The bridge is a Floyd Rose FRT-O2000 double-locking unit, recessed into the body so that you can pull it back as well as push it down. Tuners are Jackson-branded sealed die-cast units.
THE SAME BUT DIFFERENT
So brings us to the question on everyone’s mind: how do these two woods differ in sound? Well, okoume occupies an interesting little area; it’s sonically similar to alder, but visually
reminiscent of mahogany. It’s also a little denser than alder, giving it a more full frequency response. Ash, on the other hand, is a brigh ter, harder-sounding wood. So each of these guitars has their own identity, emphasised by the sympathetic pickups.

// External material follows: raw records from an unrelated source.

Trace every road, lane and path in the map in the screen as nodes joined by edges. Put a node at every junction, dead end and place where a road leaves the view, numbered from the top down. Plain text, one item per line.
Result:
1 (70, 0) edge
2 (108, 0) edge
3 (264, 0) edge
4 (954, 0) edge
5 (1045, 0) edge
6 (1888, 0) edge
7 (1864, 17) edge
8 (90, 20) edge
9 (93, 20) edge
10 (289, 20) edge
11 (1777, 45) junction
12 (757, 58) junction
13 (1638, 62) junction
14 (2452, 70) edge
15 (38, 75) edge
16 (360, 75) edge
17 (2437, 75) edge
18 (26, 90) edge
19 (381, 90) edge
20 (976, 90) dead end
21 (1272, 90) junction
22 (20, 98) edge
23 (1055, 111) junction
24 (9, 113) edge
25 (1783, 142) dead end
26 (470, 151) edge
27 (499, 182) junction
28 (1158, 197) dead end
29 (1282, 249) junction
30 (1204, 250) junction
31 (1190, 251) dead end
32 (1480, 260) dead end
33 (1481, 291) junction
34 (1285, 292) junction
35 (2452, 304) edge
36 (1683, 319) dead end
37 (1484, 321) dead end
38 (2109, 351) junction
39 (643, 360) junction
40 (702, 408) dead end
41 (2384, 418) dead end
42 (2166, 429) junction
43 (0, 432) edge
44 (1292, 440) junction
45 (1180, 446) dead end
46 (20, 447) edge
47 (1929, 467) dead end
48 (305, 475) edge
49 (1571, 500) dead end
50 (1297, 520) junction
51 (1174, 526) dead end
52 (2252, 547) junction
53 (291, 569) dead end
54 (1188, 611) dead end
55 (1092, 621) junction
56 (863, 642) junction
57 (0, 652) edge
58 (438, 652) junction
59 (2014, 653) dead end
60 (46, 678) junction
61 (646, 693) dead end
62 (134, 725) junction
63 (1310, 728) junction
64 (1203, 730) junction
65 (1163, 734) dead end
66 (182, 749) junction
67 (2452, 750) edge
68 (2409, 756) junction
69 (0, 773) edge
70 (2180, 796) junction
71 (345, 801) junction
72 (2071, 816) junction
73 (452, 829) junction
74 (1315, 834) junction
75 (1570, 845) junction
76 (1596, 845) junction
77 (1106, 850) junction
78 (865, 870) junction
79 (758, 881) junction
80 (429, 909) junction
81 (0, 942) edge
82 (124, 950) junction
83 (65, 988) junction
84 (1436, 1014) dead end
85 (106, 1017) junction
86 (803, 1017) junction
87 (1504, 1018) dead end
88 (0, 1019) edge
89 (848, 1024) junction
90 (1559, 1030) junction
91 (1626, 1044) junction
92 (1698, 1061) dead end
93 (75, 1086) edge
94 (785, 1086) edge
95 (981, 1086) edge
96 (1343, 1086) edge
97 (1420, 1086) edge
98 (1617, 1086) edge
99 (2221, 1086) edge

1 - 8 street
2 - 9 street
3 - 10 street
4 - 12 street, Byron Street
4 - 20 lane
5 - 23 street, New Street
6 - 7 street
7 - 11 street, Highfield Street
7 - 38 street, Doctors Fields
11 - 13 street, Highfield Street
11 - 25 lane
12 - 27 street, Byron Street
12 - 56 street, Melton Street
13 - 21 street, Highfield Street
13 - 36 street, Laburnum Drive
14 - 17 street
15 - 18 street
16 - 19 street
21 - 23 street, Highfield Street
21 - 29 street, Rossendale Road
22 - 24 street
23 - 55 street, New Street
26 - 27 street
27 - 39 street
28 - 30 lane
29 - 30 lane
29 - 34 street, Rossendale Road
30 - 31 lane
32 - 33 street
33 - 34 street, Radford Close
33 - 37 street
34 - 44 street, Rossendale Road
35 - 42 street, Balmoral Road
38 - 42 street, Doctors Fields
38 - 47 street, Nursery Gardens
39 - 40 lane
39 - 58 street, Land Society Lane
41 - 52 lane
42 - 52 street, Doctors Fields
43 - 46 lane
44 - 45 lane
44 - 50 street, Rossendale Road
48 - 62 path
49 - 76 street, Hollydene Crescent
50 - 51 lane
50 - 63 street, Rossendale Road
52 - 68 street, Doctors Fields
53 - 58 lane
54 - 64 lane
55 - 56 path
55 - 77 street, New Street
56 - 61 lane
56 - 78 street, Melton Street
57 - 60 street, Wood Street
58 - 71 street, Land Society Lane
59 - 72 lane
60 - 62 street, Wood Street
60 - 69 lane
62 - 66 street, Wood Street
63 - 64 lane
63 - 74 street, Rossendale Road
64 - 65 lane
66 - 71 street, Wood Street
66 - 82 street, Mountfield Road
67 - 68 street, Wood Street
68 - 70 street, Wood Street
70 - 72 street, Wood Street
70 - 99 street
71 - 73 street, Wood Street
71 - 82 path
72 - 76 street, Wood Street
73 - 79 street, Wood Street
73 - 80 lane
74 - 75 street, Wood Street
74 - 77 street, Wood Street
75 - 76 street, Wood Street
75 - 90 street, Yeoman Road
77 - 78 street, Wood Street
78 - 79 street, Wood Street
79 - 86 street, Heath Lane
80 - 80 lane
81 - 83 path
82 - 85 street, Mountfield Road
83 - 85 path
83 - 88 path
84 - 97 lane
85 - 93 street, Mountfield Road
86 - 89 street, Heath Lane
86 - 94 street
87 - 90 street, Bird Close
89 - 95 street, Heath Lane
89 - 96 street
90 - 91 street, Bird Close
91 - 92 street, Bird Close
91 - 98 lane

The JB is a hot vintage-style humbucker with fat mids and full low-end, and it sounds more focused in the Ash model and more full and thick in the Okoume one.
If you’re in a two-guitar band, I’d say go for the Ash model because it’ll give you a tighter sound that will knit more efficiently with the other guitarist. If you’re the only guitarist in your band, hit up the Okoume model, which has richer harmonic overtones and is great for really expressive, nuance-laden solos.
Playability-wise, both guitars are the ultimate in shred-friendly playing experience. The compound-radius fingerboard lets you really get a grip on lower chords and higher sweep-picking patterns, and it just feels right as you progress up or down the neck.
The Floyd Rose operates exactly as you’d hope it would, keeping great tuning stability and letting you really go out there with the bar gymnastics. For the experimental amongst us, this makes the Jackson DK3 an especially enticing range.
THE BOTTOM LINE
These two guitars have many similarities, but they’re for two different types of player. And that makes them a great example of how FMIC has used its various brands to micro-target different players even within the same narrow brand of tastes ,such as ‘HSS Superstrat with transparent finish and compound-radius fingerboard.’
The folks at FMIC really listen to players, because yeah, their job is to sell guitar s, but they want to sell the right guitar to the right player, and they’re not afraid to get super-niche to do it. Case in point: these two shred-heavy works of pure art.